Quand une réponse est mauvaise, je ne peux pas juste dire “le modèle s’est trompé”. Il faut comprendre où ça casse. Le problème peut venir de plusieurs endroits :
- Le bon contexte n’a jamais été récupéré, donc le LLM répond avec ce qu’il peut.
- Le contexte récupéré contient trop de bruit, avec des passages vaguement liés mais pas vraiment utiles.
- Les bons passages sont présents, mais mal classés, noyés derrière des informations secondaires.
- Le modèle ignore le contexte fourni et hallucine, c’est-à-dire qu’il invente une réponse plausible mais fausse.
C’est pour ça que les métriques classiques comme BLEU et ROUGE ne suffisent pas. BLEU et ROUGE comparent surtout des textes entre eux. En gros, elles regardent si la réponse ressemble à une réponse de référence, avec des mots ou des séquences proches. C’est utile pour certains usages, mais ça ne dit pas si la réponse est bien ancrée dans les documents. Ça ne dit pas non plus si le contexte récupéré était pertinent, ni si le modèle est resté fidèle aux sources.
J’ai vu ça souvent sur le terrain. Le chatbot répond bien en apparence, le ton est propre, la phrase est fluide, tout donne confiance. Puis on regarde les passages cités, et là on voit qu’ils ne prouvent rien. Ou pire, le modèle invente un lien logique entre deux infos qui n’ont rien à voir. C’est discret, mais dangereux, surtout quand le RAG sert à répondre à des clients, des équipes support ou des métiers qui prennent des décisions derrière.
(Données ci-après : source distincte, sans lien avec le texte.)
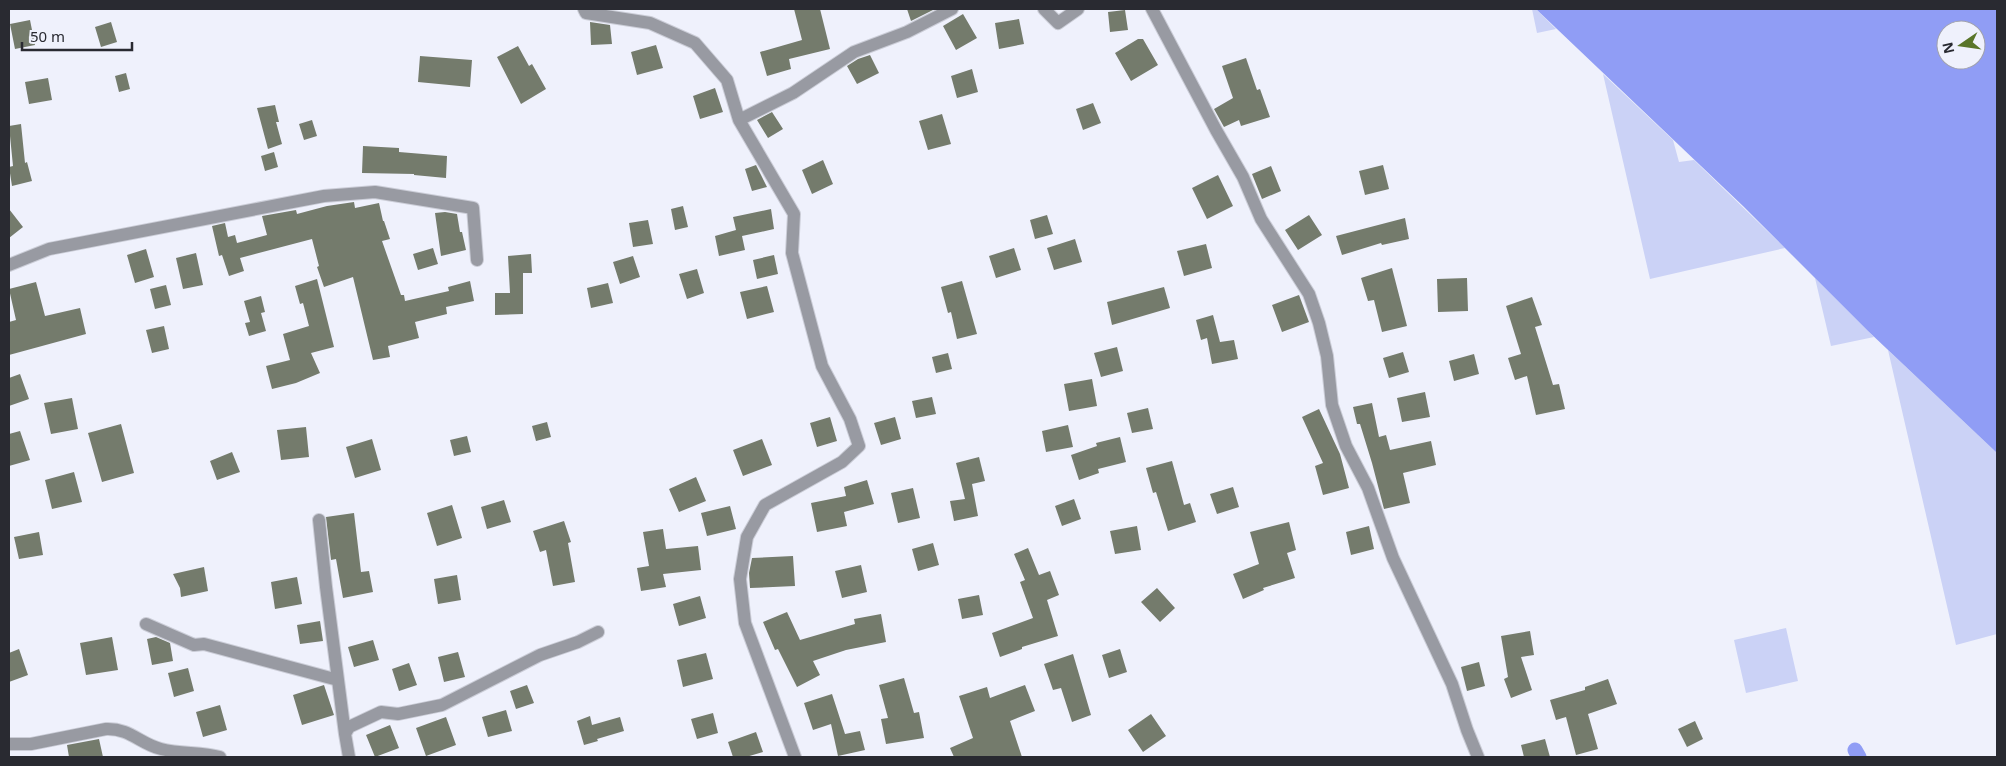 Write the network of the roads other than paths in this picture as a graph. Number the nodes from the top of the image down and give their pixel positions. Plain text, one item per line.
1 (584, 9) edge
2 (952, 9) edge
3 (1044, 9) edge
4 (1078, 9) edge
5 (1152, 9) edge
6 (740, 120) junction
7 (477, 260) dead end
8 (9, 265) edge
9 (319, 520) dead end
10 (146, 624) dead end
11 (598, 632) dead end
12 (338, 680) junction
13 (345, 734) junction
14 (9, 744) edge
15 (220, 757) edge
16 (349, 757) edge
17 (794, 757) edge
18 (1478, 757) edge

1 - 6 street
2 - 6 street
3 - 4 street
5 - 18 street
6 - 17 street
7 - 8 street
9 - 12 street
10 - 12 street
11 - 13 street
12 - 13 street
13 - 16 street
14 - 15 street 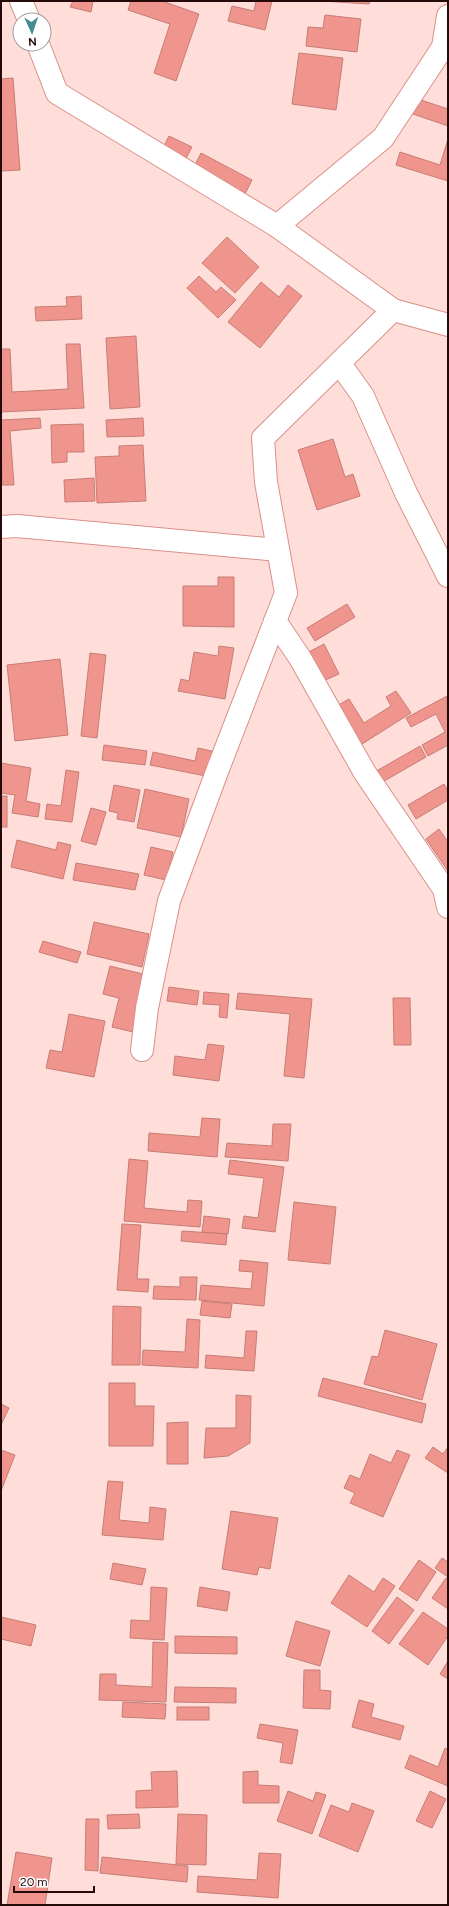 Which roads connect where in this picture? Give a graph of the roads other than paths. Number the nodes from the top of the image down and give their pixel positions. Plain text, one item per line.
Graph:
1 (21, 1) edge
2 (26, 12) edge
3 (448, 16) edge
4 (41, 52) edge
5 (277, 226) junction
6 (393, 310) junction
7 (448, 325) edge
8 (340, 364) junction
9 (1, 526) edge
10 (278, 550) junction
11 (448, 576) edge
12 (275, 621) junction
13 (448, 907) edge
14 (142, 1050) dead end

1 - 2 street
3 - 5 street
4 - 5 street
5 - 6 street
6 - 7 street
6 - 8 street
8 - 10 street
8 - 11 street
9 - 10 street
10 - 12 street
12 - 13 street
12 - 14 street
Donc pour évaluer correctement un RAG, il faut arrêter de juger uniquement la réponse finale. Il faut séparer les couches d’évaluation : la récupération, le contexte, puis la génération. C’est exactement ce qu’on va regarder ensuite.
Quelles couches faut-il mesurer ?
Il faut mesurer trois couches : la récupération, la génération, puis le résultat de bout en bout. Si je ne mesure qu’une seule couche, je peux croire que mon RAG marche alors qu’il se plante juste avant, ou juste après. C’est un piège classique, je l’ai vu chez un client avec une base documentaire propre sur le papier, mais des réponses moyennes parce que les bons passages arrivaient trop bas dans la liste.
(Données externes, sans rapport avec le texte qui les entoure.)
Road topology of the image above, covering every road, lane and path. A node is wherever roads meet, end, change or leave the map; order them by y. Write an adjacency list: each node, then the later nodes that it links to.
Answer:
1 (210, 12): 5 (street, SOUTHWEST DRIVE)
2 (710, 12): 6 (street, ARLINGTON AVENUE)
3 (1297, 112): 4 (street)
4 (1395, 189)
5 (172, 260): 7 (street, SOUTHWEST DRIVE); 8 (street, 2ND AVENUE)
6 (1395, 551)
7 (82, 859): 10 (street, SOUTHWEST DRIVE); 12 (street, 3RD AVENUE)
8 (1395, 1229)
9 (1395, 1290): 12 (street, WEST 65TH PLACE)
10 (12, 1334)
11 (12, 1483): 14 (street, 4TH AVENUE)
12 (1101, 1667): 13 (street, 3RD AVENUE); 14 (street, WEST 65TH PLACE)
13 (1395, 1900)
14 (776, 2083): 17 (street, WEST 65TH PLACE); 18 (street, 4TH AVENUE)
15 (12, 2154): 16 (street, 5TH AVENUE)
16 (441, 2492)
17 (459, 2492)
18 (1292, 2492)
La première couche, c’est la qualité de récupération. Le retrieval, c’est le moment où le système cherche les passages pertinents dans vos documents. Ici, je veux savoir si les bons passages remontent dans le top K, donc dans les K premiers résultats renvoyés au modèle. Je regarde aussi s’ils sont classés assez haut. Un bon passage en position 9, quand le modèle ne lit que les 5 premiers, c’est presque comme s’il n’existait pas. Et je vérifie le bruit. Trop de passages vagues, doublons ou hors sujet, ça dilue le contexte et ça pousse le modèle à répondre à côté.
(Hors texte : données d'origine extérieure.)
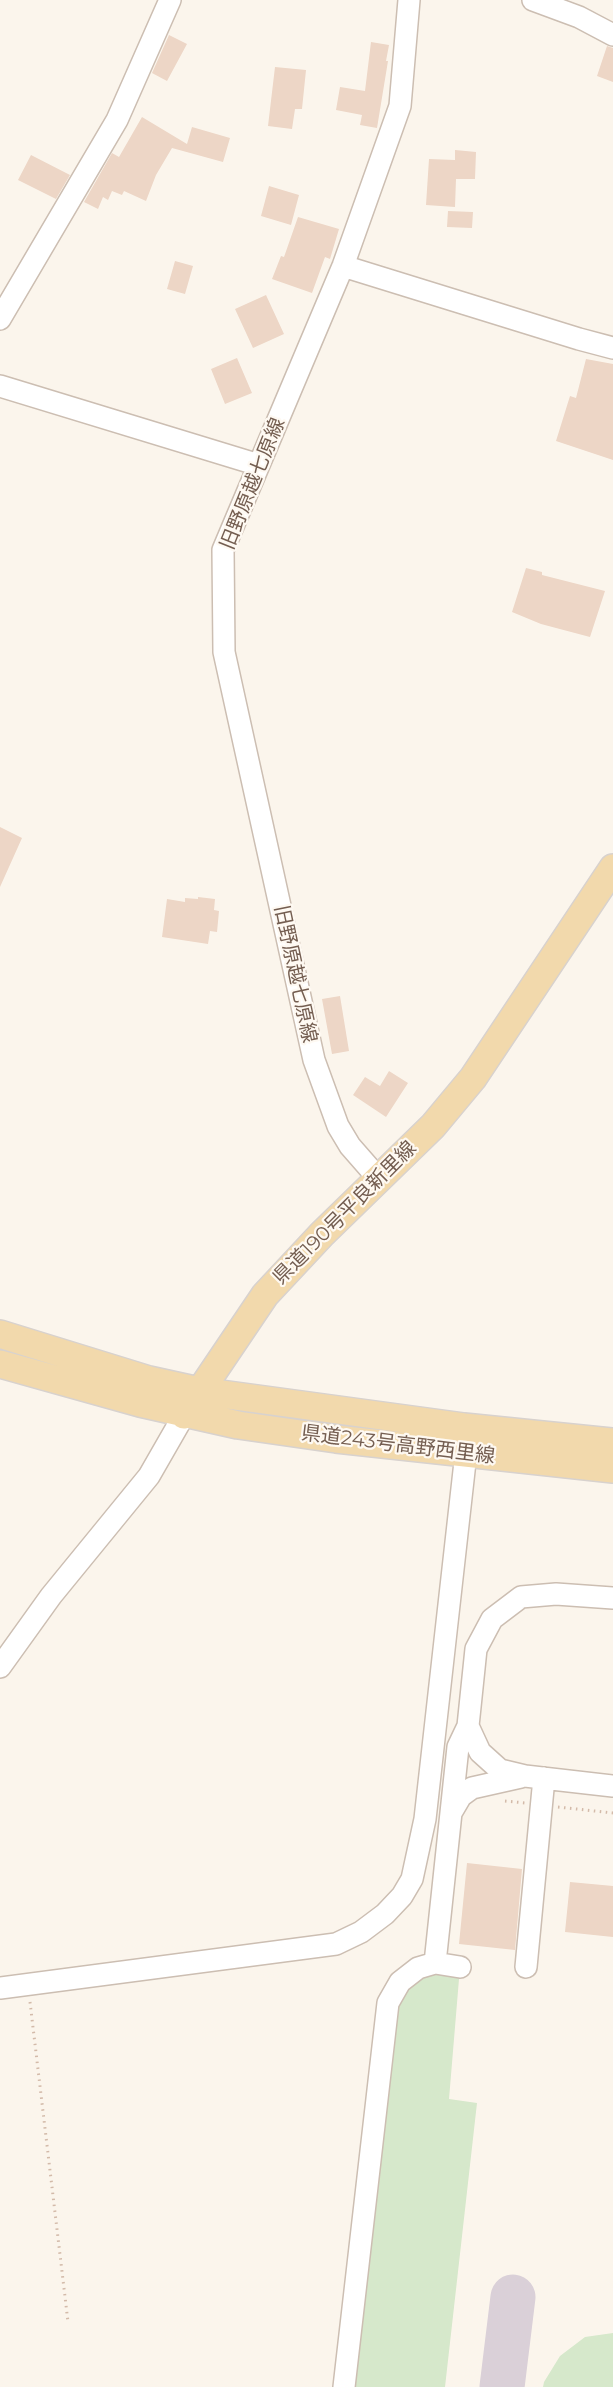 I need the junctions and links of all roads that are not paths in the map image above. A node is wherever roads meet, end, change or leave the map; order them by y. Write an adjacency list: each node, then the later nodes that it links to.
1 (170, 0): 6 (street)
2 (409, 0): 5 (street, 旧野原越七原線)
3 (533, 0): 4 (street)
4 (613, 35)
5 (343, 266): 7 (street); 9 (street, 旧野原越七原線)
6 (0, 319)
7 (613, 348)
8 (0, 386): 9 (street)
9 (259, 465): 11 (street, 旧野原越七原線)
10 (613, 868): 11 (main road, 県道190号平良新里線)
11 (378, 1178): 14 (main road, 県道190号平良新里線)
12 (0, 1335): 14 (main road)
13 (0, 1364): 15 (main road)
14 (199, 1391): 15 (main road, 県道190号平良新里線); 16 (main road, 県道243号高野西里線)
15 (184, 1415): 17 (main road, 県道243号高野西里線); 20 (street)
16 (613, 1442)
17 (466, 1453): 18 (main road, 県道243号高野西里線); 28 (street)
18 (613, 1469)
19 (613, 1599): 21 (street)
20 (0, 1667)
21 (468, 1726): 22 (street); 24 (street)
22 (534, 1777): 23 (street); 24 (street); 27 (street)
23 (613, 1786)
24 (451, 1813): 25 (street)
25 (435, 1964): 26 (street); 29 (street)
26 (460, 1967)
27 (526, 1967)
28 (0, 1989)
29 (344, 2387) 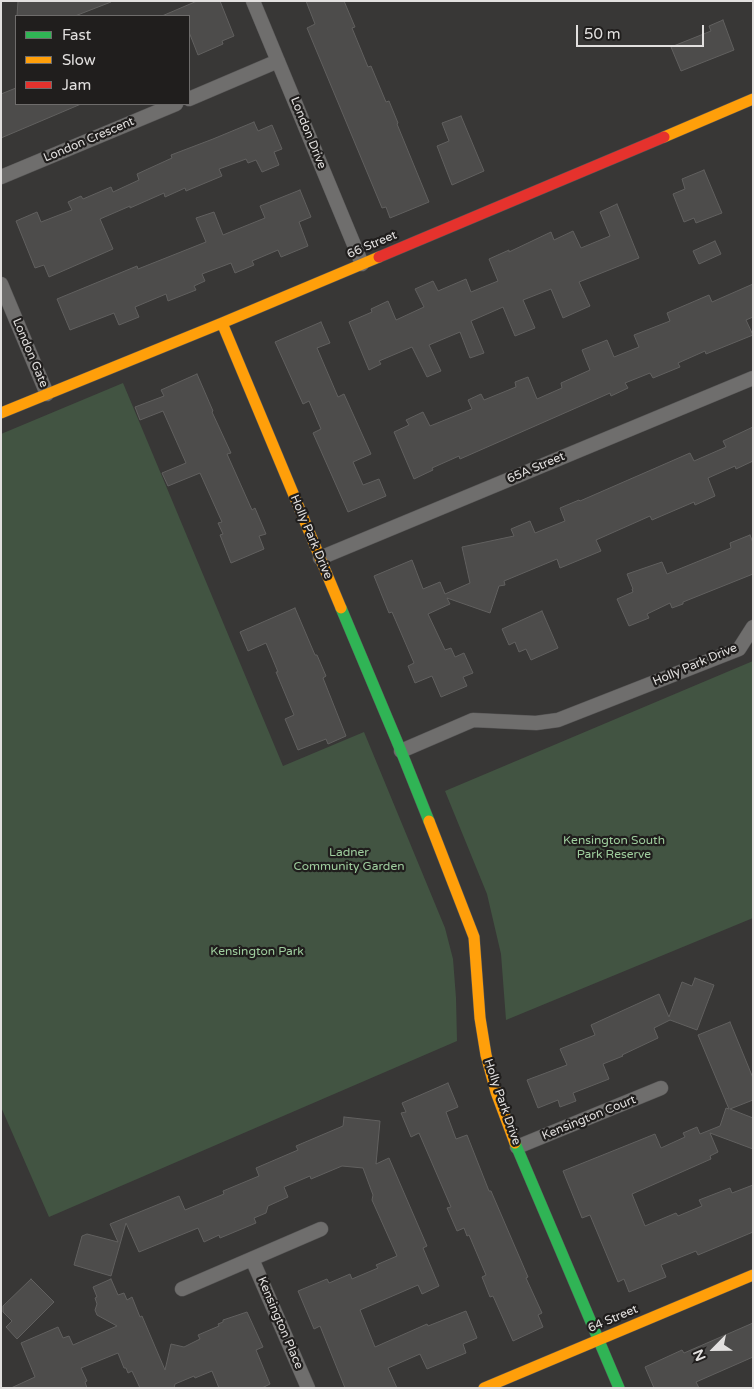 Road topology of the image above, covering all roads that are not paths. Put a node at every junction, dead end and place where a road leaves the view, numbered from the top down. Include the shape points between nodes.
1 (253, 1) edge
2 (278, 61) junction
3 (190, 98) edge
4 (753, 98) edge
5 (174, 105) edge
6 (1, 177) edge
7 (362, 264) junction
8 (1, 284) edge
9 (222, 323) junction
10 (753, 378) edge
11 (47, 394) junction
12 (1, 413) edge
13 (320, 558) junction
14 (753, 628) edge
15 (401, 751) junction
16 (661, 1088) dead end
17 (517, 1147) junction
18 (321, 1230) dead end
19 (252, 1259) junction
20 (753, 1275) edge
21 (182, 1289) dead end
22 (599, 1340) junction
23 (308, 1388) edge
24 (484, 1388) edge
25 (619, 1388) edge

1 - 2 street, London Drive
2 - 3 street
2 - 7 street, London Drive
4 - 7 street, 66 Street
5 - 6 street, London Crescent
7 - 9 street, 66 Street
8 - 11 street, London Gate
9 - 11 street, 66 Street
9 - 13 street, Holly Park Drive
10 - 13 street, 65A Street
11 - 12 street, 66 Street
13 - 15 street, Holly Park Drive
14 - 15 street, Holly Park Drive via 739,648 558,720 536,723 472,720
15 - 17 street, Holly Park Drive via 474,937 486,1054 496,1092
16 - 17 street, Kensington Court
17 - 22 street, Holly Park Drive
18 - 19 street
19 - 21 street
19 - 23 street, Kensington Place
20 - 22 street, 64 Street
22 - 24 street, 64 Street
22 - 25 street, Holly Park Drive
La deuxième couche, c’est la qualité de génération. Là, je regarde ce que le modèle fait avec le contexte. Est-ce qu’il utilise vraiment les sources récupérées ? Est-ce qu’il reste fidèle à ce qui est écrit ? Est-ce qu’il invente des détails parce que la question l’y pousse un peu ? C’est là qu’on parle souvent d’hallucination, c’est-à-dire une réponse plausible mais non supportée par les documents.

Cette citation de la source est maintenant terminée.